Traditional Greek Briam (Roasted Vegetables

Traditional Greek Briam (Roasted Vegetables)

Ingredients:

2 medium zucchini, sliced into rounds

2 medium eggplants, sliced into rounds or half-moons

3-4 medium potatoes, peeled and sliced thin

1 large onion, thinly sliced

3-4 ripe tomatoes, sliced or grated (or 1 can crushed tomatoes)

2-3 cloves garlic, minced

1/4 cup extra virgin olive oil

1/4 cup fresh parsley, chopped (or 1 tbsp dried)

1 tsp dried oregano

Salt & pepper to taste

Optional: bell pepper, carrots, green beans, or fresh basil

Instructions:

Preheat oven to 375°F (190°C).

Prep vegetables: Slice all the vegetables into similar sizes for even cooking.

In a large baking dish (or tray), layer the vegetables: start with potatoes, then zucchini, eggplant, onion, and tomato. You can mix them all together or arrange them in rows/circles for a more decorative look.

Add garlic, parsley, oregano, salt, and pepper over the vegetables.

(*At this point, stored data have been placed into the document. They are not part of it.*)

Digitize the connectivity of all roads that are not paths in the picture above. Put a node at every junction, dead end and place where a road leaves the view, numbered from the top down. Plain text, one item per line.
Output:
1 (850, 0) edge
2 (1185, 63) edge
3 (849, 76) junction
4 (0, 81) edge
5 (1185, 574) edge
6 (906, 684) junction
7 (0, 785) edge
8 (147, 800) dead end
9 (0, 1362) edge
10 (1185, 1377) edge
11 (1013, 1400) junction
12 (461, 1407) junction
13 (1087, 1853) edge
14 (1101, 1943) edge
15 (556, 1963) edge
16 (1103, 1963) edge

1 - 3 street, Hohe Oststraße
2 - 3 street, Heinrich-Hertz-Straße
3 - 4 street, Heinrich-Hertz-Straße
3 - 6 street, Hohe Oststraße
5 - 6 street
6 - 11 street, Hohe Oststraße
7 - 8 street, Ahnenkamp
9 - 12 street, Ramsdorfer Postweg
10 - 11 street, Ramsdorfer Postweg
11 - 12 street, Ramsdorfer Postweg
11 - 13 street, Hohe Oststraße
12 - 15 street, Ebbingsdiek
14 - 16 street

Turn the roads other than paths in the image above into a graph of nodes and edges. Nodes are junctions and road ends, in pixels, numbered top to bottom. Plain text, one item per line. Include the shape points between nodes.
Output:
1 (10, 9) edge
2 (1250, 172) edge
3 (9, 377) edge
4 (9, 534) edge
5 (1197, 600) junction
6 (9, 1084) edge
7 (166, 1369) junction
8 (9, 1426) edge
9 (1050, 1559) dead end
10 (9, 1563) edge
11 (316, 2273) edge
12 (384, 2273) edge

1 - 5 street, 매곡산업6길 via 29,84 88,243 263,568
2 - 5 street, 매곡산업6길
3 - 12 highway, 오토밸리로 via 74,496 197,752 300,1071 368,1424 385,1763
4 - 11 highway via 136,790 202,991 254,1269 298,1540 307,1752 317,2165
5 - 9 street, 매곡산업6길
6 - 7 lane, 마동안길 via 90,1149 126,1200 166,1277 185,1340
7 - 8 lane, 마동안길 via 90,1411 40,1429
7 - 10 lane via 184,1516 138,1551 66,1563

Pour the olive oil evenly over everything. Add about 1/2 cup of water or tomato juice (optional, for extra moisture).

Cover with foil and bake for about 1 hour.

Remove foil and continue baking for another 30-45 minutes, until the veggies are tender and slightly caramelized on top.

Serving Suggestions:

Serve warm or at room temperature.

Pair with feta cheese, crusty bread, or olives.

Great as a main course or a side dish to grilled meats or fish.